### Instructions to follow:
Where a line of the entries holds the string "points", copy that line.

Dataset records

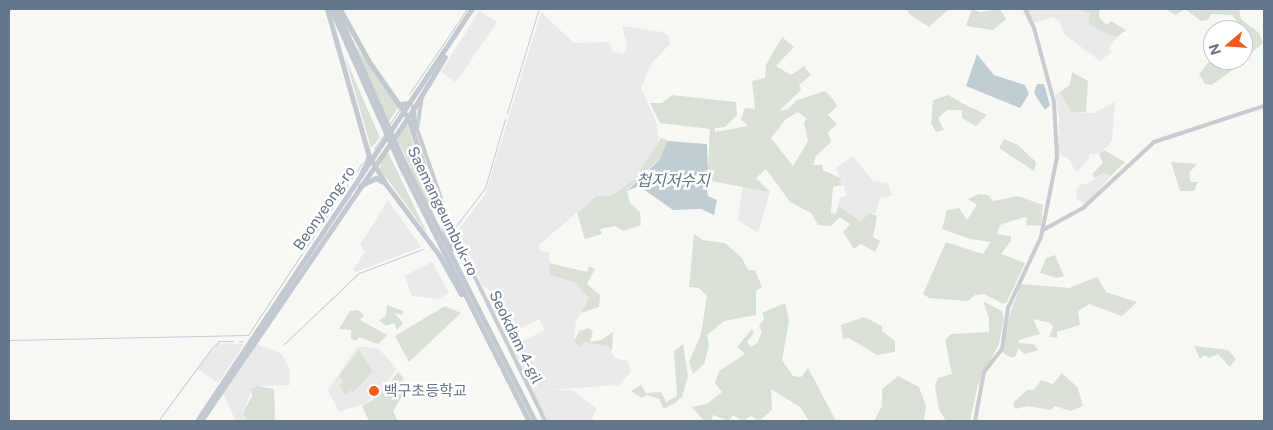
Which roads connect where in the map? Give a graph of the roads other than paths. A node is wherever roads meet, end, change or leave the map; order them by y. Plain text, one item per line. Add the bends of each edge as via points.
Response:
1 (327, 9) edge
2 (331, 9) edge
3 (338, 9) edge
4 (474, 9) edge
5 (1025, 9) edge
6 (422, 93) junction
7 (400, 104) junction
8 (412, 105) junction
9 (1264, 106) edge
10 (378, 112) junction
11 (406, 115) junction
12 (414, 135) junction
13 (372, 160) junction
14 (401, 162) junction
15 (361, 175) joint
16 (385, 183) junction
17 (360, 186) junction
18 (1043, 230) junction
19 (473, 299) junction
20 (481, 326) junction
21 (197, 421) edge
22 (201, 421) edge
23 (529, 421) edge
24 (535, 421) edge
25 (545, 421) edge
26 (975, 421) edge

1 - 13 highway
2 - 10 highway, Saemangeumbuk-ro
3 - 7 highway via 368,60
3 - 10 highway, Saemangeumbuk-ro
4 - 6 main road, Beonyeong-ro
4 - 8 main road, Beonyeong-ro
5 - 18 street via 1034,28 1054,102 1058,138
6 - 8 main road, Beonyeong-ro
6 - 25 street, Seokdam 4-gil via 417,129 451,228
7 - 8 highway
7 - 11 highway
8 - 11 main road, Beonyeong-ro
8 - 12 highway
9 - 18 street via 1154,142 1083,208
10 - 14 highway, Saemangeumbuk-ro
11 - 12 highway
11 - 13 main road, Beonyeong-ro
12 - 19 highway via 444,233
13 - 15 highway
13 - 16 highway
13 - 17 main road, Beonyeong-ro
14 - 19 highway, Saemangeumbuk-ro
14 - 20 highway, Saemangeumbuk-ro
15 - 21 main road, Beonyeong-ro
16 - 17 highway via 376,178
16 - 20 highway via 439,255
17 - 22 main road, Beonyeong-ro
18 - 26 street via 1008,308 1002,348 984,372
19 - 24 highway, Saemangeumbuk-ro
20 - 23 highway, Saemangeumbuk-ro

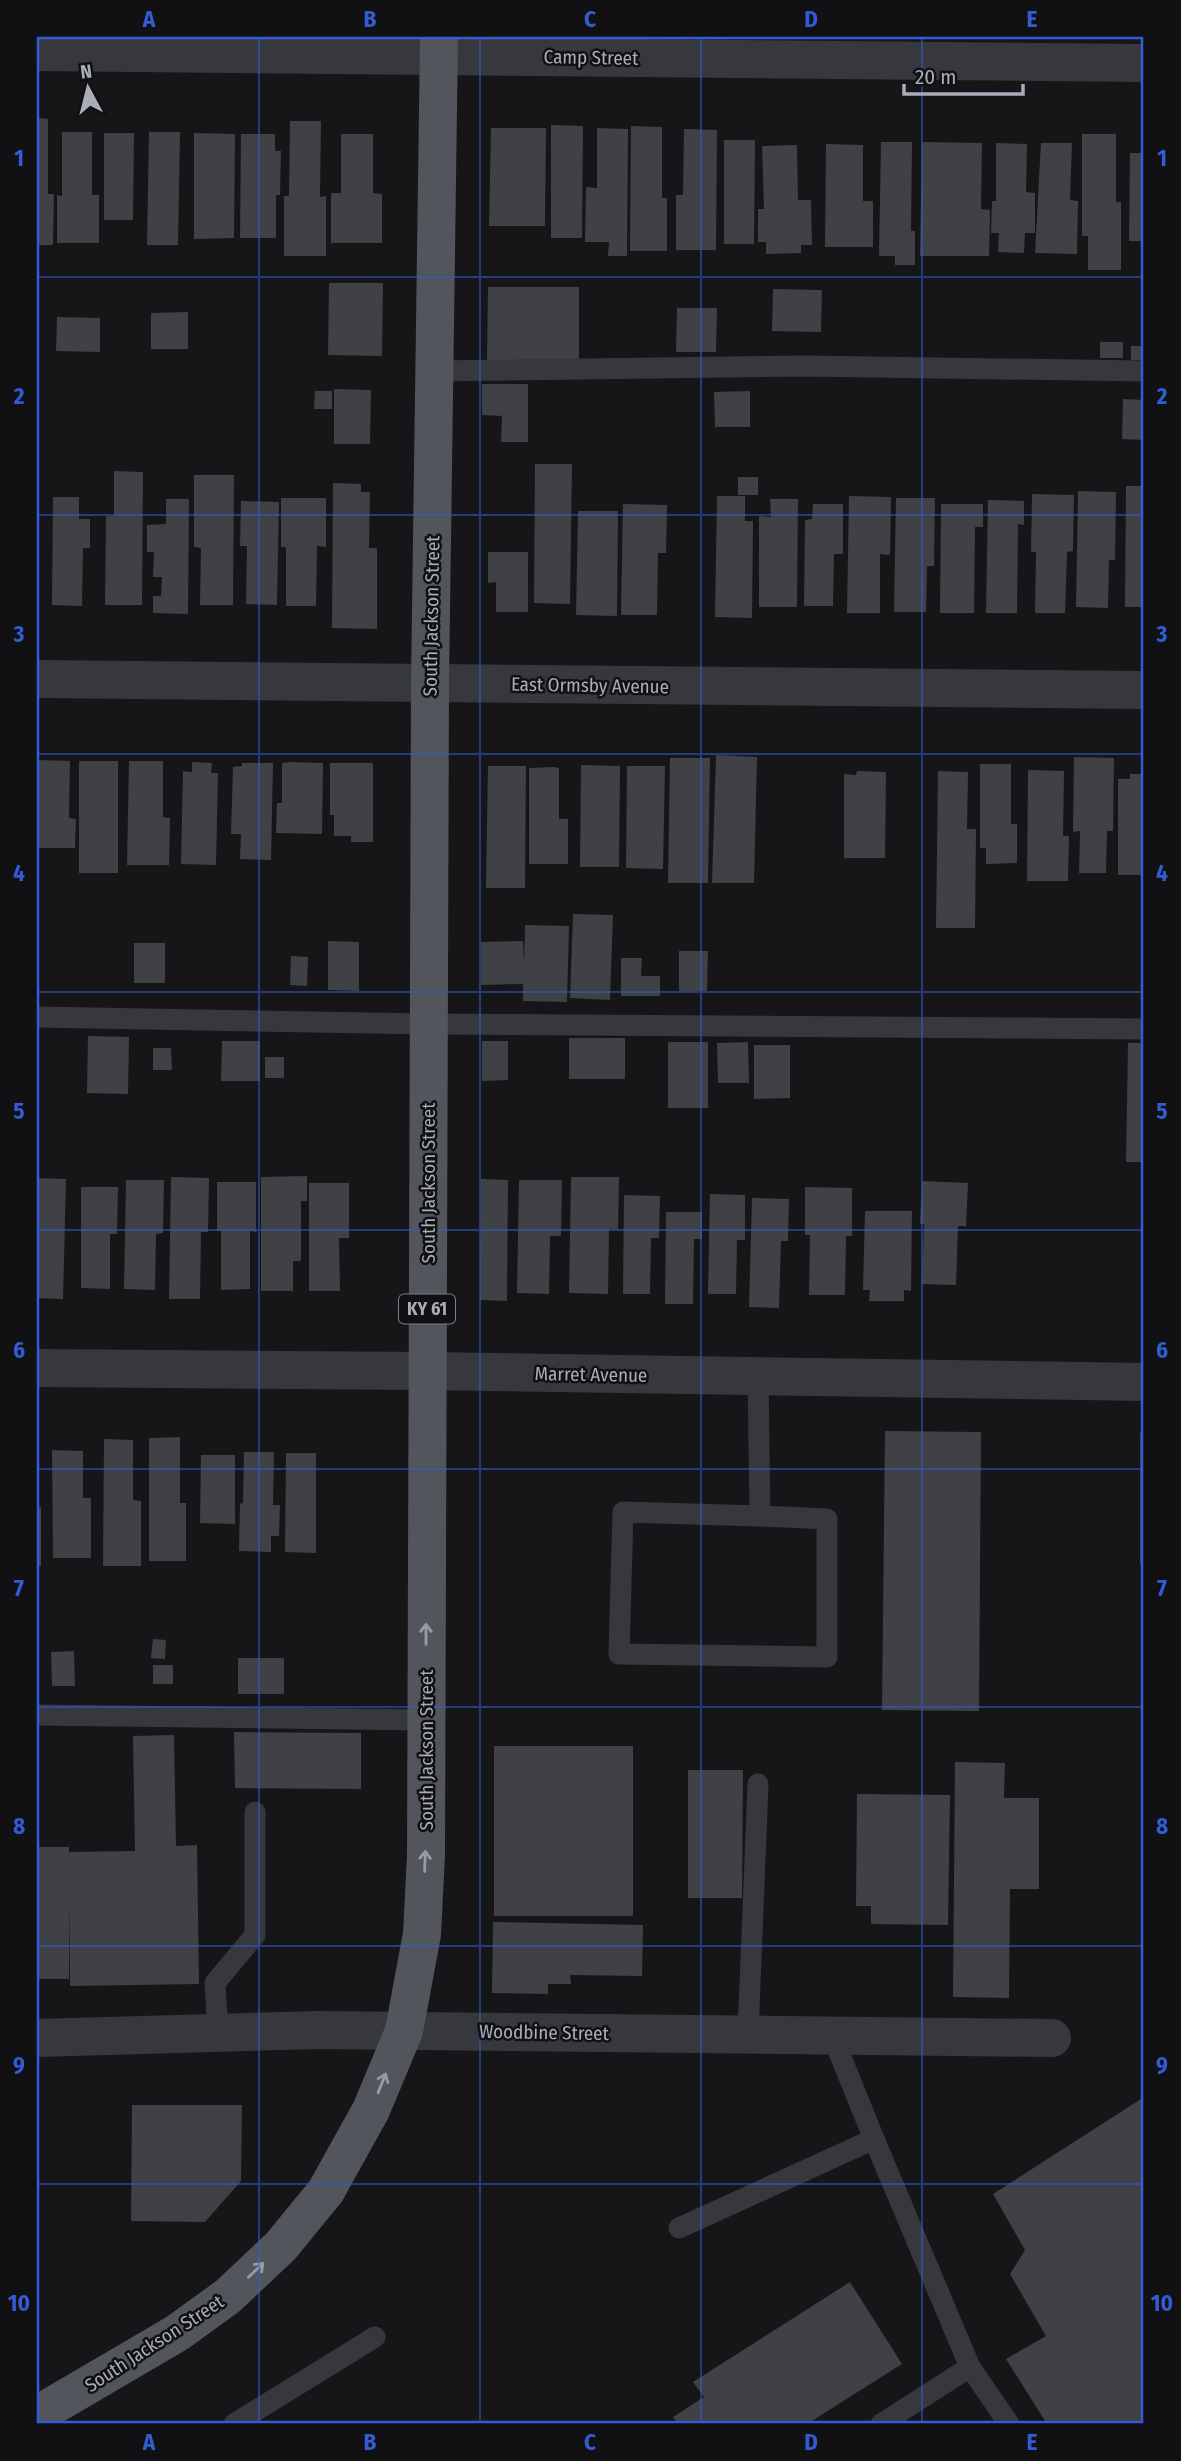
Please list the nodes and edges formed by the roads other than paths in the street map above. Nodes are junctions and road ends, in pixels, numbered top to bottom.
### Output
1 (439, 46) edge
2 (37, 52) edge
3 (1144, 63) edge
4 (434, 371) junction
5 (1144, 371) edge
6 (37, 679) edge
7 (430, 683) junction
8 (1144, 690) edge
9 (37, 1017) edge
10 (428, 1024) junction
11 (1144, 1029) edge
12 (37, 1368) edge
13 (427, 1371) junction
14 (758, 1376) junction
15 (1144, 1382) edge
16 (760, 1516) junction
17 (37, 1715) edge
18 (426, 1720) junction
19 (758, 1784) dead end
20 (255, 1812) dead end
21 (404, 2031) junction
22 (218, 2033) junction
23 (748, 2034) junction
24 (832, 2035) junction
25 (37, 2038) edge
26 (1052, 2038) dead end
27 (874, 2139) junction
28 (679, 2228) dead end
29 (374, 2337) dead end
30 (970, 2367) junction
31 (37, 2415) edge
32 (234, 2424) edge
33 (881, 2424) edge
34 (1009, 2424) edge

1 - 2 street, Camp Street
1 - 3 street, Camp Street
1 - 4 main road, South Jackson Street / KY 61
4 - 5 lane
4 - 7 main road, South Jackson Street / KY 61
6 - 7 street, East Ormsby Avenue
7 - 8 street, East Ormsby Avenue
7 - 10 main road, South Jackson Street / KY 61
9 - 10 lane
10 - 11 lane
10 - 13 main road, South Jackson Street / KY 61
12 - 13 street, Marret Avenue
13 - 14 street, Marret Avenue
18 -> 13 main road, South Jackson Street / KY 61
14 - 15 street, Marret Avenue
14 - 16 lane
16 - 16 lane
17 - 18 lane
21 -> 18 main road, South Jackson Street / KY 61
19 - 23 lane
20 - 22 lane
21 - 22 street, Woodbine Street
21 - 23 street, Woodbine Street
31 -> 21 main road, South Jackson Street / KY 61
22 - 25 street, Woodbine Street
23 - 24 street, Woodbine Street
24 - 26 street, Woodbine Street
24 - 27 lane
27 - 28 lane
27 - 30 lane
29 - 32 lane
30 - 33 lane
30 - 34 lane

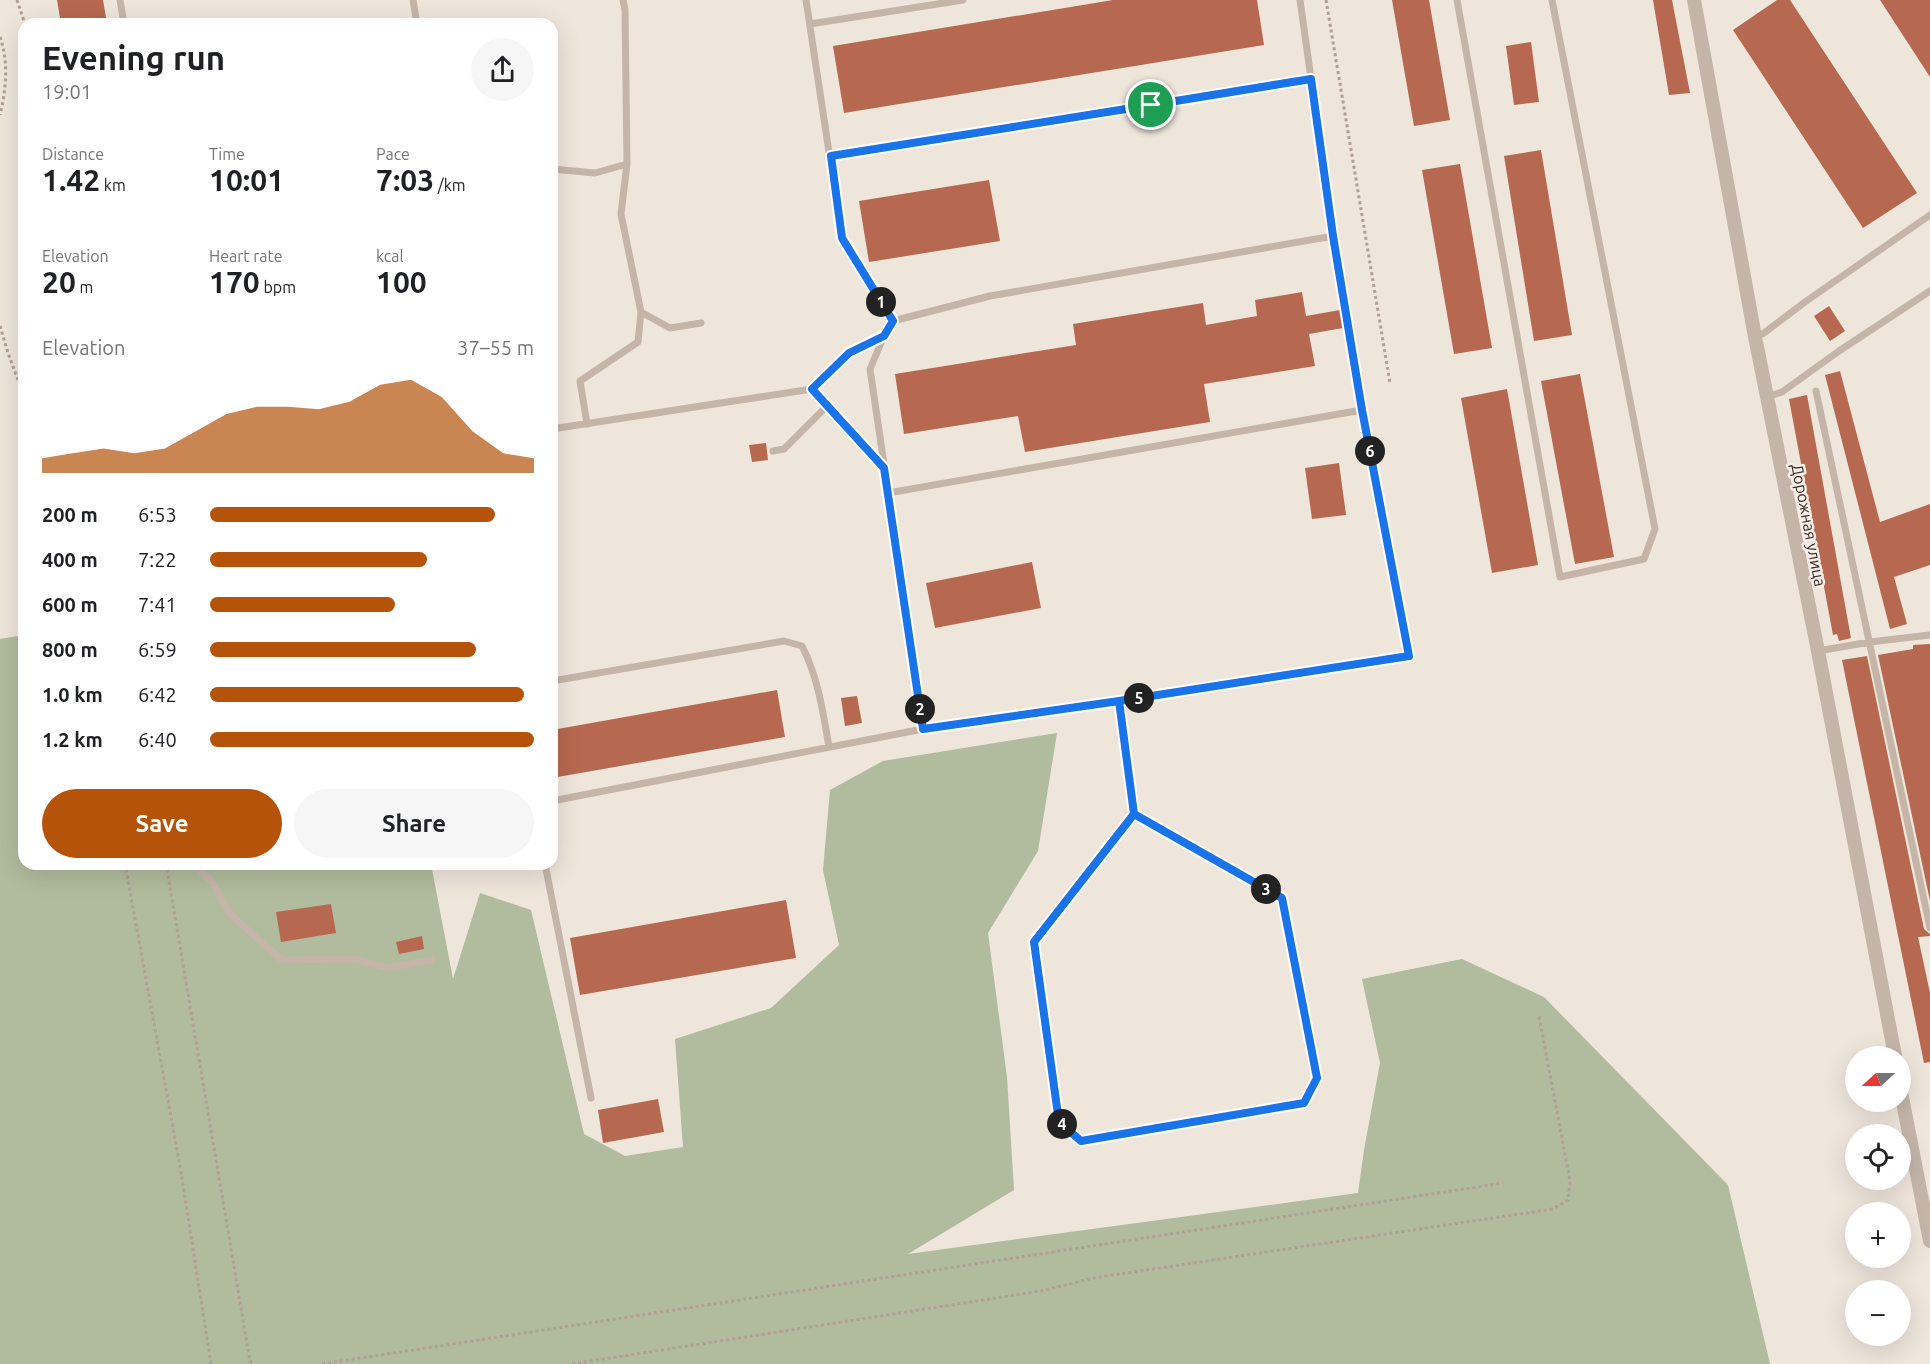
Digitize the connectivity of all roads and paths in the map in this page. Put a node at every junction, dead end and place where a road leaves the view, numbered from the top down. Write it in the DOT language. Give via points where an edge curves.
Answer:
graph roads {
  1 [pos="17,0"];
  2 [pos="120,0"];
  3 [pos="413,0"];
  4 [pos="623,0"];
  5 [pos="806,0"];
  6 [pos="963,0"];
  7 [pos="1300,0"];
  8 [pos="1326,0"];
  9 [pos="1457,0"];
  10 [pos="1552,0"];
  11 [pos="1694,0"];
  12 [pos="24,18"];
  13 [pos="123,18"];
  14 [pos="416,18"];
  15 [pos="810,24"];
  16 [pos="0,37"];
  17 [pos="1311,79"];
  18 [pos="0,115"];
  19 [pos="831,156"];
  20 [pos="627,164"];
  21 [pos="558,170"];
  22 [pos="1930,215"];
  23 [pos="1333,236"];
  24 [pos="1930,291"];
  25 [pos="641,312"];
  26 [pos="893,321"];
  27 [pos="701,323"];
  28 [pos="0,326"];
  29 [pos="884,336"];
  30 [pos="1755,337"];
  31 [pos="18,380"];
  32 [pos="1390,383"];
  33 [pos="812,389"];
  34 [pos="1816,391"];
  35 [pos="1767,397"];
  36 [pos="827,406"];
  37 [pos="1362,410"];
  38 [pos="587,424"];
  39 [pos="558,428"];
  40 [pos="773,451"];
  41 [pos="884,468"];
  42 [pos="888,493"];
  43 [pos="1930,635"];
  44 [pos="1870,642"];
  45 [pos="1818,651"];
  46 [pos="558,680"];
  47 [pos="1119,701"];
  48 [pos="923,729"];
  49 [pos="829,747"];
  50 [pos="558,800"];
  51 [pos="1134,814"];
  52 [pos="125,870"];
  53 [pos="167,870"];
  54 [pos="200,870"];
  55 [pos="546,870"];
  56 [pos="1930,928"];
  57 [pos="432,960"];
  58 [pos="1539,1016"];
  59 [pos="1893,1046"];
  60 [pos="591,1098"];
  61 [pos="1905,1112"];
  62 [pos="1503,1183"];
  63 [pos="1930,1240"];
  64 [pos="212,1364"];
  65 [pos="254,1364"];
  66 [pos="322,1364"];
  67 [pos="572,1364"];
  1 -- 12 [label="path"];
  2 -- 13 [label="lane"];
  3 -- 14 [label="lane"];
  4 -- 20 [label="lane"];
  5 -- 15 [label="lane"];
  6 -- 15 [label="lane"];
  7 -- 17 [label="lane"];
  8 -- 32 [label="path"];
  9 -- 10 [label="lane" via="1560,577 1644,559 1654,529"];
  11 -- 30 [label="street, Дорожная улица"];
  15 -- 19 [label="lane"];
  16 -- 18 [label="path" via="5,52 6,92"];
  17 -- 19 [label="lane"];
  17 -- 23 [label="lane"];
  19 -- 26 [label="lane" via="842,238"];
  20 -- 21 [label="lane" via="595,173"];
  20 -- 25 [label="lane" via="621,214"];
  22 -- 30 [label="lane"];
  23 -- 26 [label="lane" via="990,296"];
  23 -- 37 [label="lane"];
  24 -- 35 [label="lane" via="1782,392"];
  25 -- 27 [label="lane" via="670,328"];
  25 -- 38 [label="lane" via="638,342 580,381"];
  26 -- 29 [label="lane"];
  28 -- 31 [label="path"];
  29 -- 33 [label="lane" via="849,353"];
  29 -- 41 [label="lane" via="870,369"];
  30 -- 35 [label="street, Дорожная улица"];
  33 -- 36 [label="lane"];
  33 -- 38 [label="lane"];
  34 -- 44 [label="lane"];
  35 -- 45 [label="street, Дорожная улица"];
  36 -- 40 [label="lane" via="784,448"];
  36 -- 41 [label="lane"];
  37 -- 42 [label="lane"];
  37 -- 47 [label="lane" via="1409,656"];
  38 -- 39 [label="lane"];
  41 -- 42 [label="lane"];
  42 -- 48 [label="lane"];
  43 -- 44 [label="lane"];
  44 -- 45 [label="lane"];
  44 -- 56 [label="lane"];
  45 -- 59 [label="street, Дорожная улица"];
  46 -- 49 [label="lane" via="784,640 802,646 810,661"];
  47 -- 48 [label="lane"];
  47 -- 51 [label="lane"];
  48 -- 49 [label="lane"];
  49 -- 50 [label="lane"];
  51 -- 51 [label="lane" via="1034,942 1059,1122 1081,1141 1304,1103 1317,1078 1282,898"];
  52 -- 64 [label="path"];
  53 -- 65 [label="path" via="250,1361"];
  54 -- 57 [label="lane" via="211,880 231,915 282,960 356,958 388,969"];
  55 -- 60 [label="lane"];
  58 -- 67 [label="path" via="1570,1181 1568,1200 1553,1209 1093,1278 1041,1291"];
  61 -- 63 [label="street"];
  62 -- 66 [label="path"];
}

### Finished exercise:
Which roads connect where in the map? Give a graph of the roads other than paths. A node is wherever roads meet, end, change or leave the map; order them by y. Plain text, one item per line. Add the bends of each edge as via points.
Digitize the connectivity of all roads and paths in the map in this page. Put a node at every junction, dead end and place where a road leaves the view, numbered from the top down. Write it in the DOT language. Give via points where an edge curves.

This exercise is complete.